## WHAT TO WORK ON:
Set the entries down once more, exactly as they are worded.

(Records drawn from a dataset)
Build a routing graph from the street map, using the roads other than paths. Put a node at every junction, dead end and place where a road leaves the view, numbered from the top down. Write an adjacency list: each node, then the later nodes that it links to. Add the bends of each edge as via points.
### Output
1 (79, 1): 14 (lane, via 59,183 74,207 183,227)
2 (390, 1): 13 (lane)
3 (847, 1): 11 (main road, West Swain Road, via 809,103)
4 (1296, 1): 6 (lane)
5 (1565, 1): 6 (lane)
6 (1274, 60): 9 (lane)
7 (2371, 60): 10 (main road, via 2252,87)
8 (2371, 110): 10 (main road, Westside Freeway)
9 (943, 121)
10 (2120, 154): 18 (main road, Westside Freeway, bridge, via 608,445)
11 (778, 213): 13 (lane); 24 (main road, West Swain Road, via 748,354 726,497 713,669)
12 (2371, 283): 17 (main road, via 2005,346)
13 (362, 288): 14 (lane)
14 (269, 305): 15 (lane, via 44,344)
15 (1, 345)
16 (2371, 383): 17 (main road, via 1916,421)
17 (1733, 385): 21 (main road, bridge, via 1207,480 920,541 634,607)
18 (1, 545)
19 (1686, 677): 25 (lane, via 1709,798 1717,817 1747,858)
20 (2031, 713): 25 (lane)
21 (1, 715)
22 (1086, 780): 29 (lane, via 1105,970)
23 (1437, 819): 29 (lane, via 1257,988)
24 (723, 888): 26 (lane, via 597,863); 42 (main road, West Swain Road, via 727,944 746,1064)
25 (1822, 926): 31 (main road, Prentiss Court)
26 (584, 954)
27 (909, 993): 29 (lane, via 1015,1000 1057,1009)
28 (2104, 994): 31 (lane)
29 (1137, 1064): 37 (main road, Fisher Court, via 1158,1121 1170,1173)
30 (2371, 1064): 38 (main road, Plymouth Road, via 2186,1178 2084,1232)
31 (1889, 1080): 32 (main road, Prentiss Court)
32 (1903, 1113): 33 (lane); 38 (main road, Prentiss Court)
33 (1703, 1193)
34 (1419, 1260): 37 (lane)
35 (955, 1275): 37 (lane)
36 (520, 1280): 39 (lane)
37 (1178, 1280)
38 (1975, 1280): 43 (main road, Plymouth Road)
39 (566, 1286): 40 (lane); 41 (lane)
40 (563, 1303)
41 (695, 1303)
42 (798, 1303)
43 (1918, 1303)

## ANSWER FOR THE TASK:
Build a routing graph from the street map, using the roads other than paths. Put a node at every junction, dead end and place where a road leaves the view, numbered from the top down. Write an adjacency list: each node, then the later nodes that it links to. Add the bends of each edge as via points.
### Output
1 (79, 1): 14 (lane, via 59,183 74,207 183,227)
2 (390, 1): 13 (lane)
3 (847, 1): 11 (main road, West Swain Road, via 809,103)
4 (1296, 1): 6 (lane)
5 (1565, 1): 6 (lane)
6 (1274, 60): 9 (lane)
7 (2371, 60): 10 (main road, via 2252,87)
8 (2371, 110): 10 (main road, Westside Freeway)
9 (943, 121)
10 (2120, 154): 18 (main road, Westside Freeway, bridge, via 608,445)
11 (778, 213): 13 (lane); 24 (main road, West Swain Road, via 748,354 726,497 713,669)
12 (2371, 283): 17 (main road, via 2005,346)
13 (362, 288): 14 (lane)
14 (269, 305): 15 (lane, via 44,344)
15 (1, 345)
16 (2371, 383): 17 (main road, via 1916,421)
17 (1733, 385): 21 (main road, bridge, via 1207,480 920,541 634,607)
18 (1, 545)
19 (1686, 677): 25 (lane, via 1709,798 1717,817 1747,858)
20 (2031, 713): 25 (lane)
21 (1, 715)
22 (1086, 780): 29 (lane, via 1105,970)
23 (1437, 819): 29 (lane, via 1257,988)
24 (723, 888): 26 (lane, via 597,863); 42 (main road, West Swain Road, via 727,944 746,1064)
25 (1822, 926): 31 (main road, Prentiss Court)
26 (584, 954)
27 (909, 993): 29 (lane, via 1015,1000 1057,1009)
28 (2104, 994): 31 (lane)
29 (1137, 1064): 37 (main road, Fisher Court, via 1158,1121 1170,1173)
30 (2371, 1064): 38 (main road, Plymouth Road, via 2186,1178 2084,1232)
31 (1889, 1080): 32 (main road, Prentiss Court)
32 (1903, 1113): 33 (lane); 38 (main road, Prentiss Court)
33 (1703, 1193)
34 (1419, 1260): 37 (lane)
35 (955, 1275): 37 (lane)
36 (520, 1280): 39 (lane)
37 (1178, 1280)
38 (1975, 1280): 43 (main road, Plymouth Road)
39 (566, 1286): 40 (lane); 41 (lane)
40 (563, 1303)
41 (695, 1303)
42 (798, 1303)
43 (1918, 1303)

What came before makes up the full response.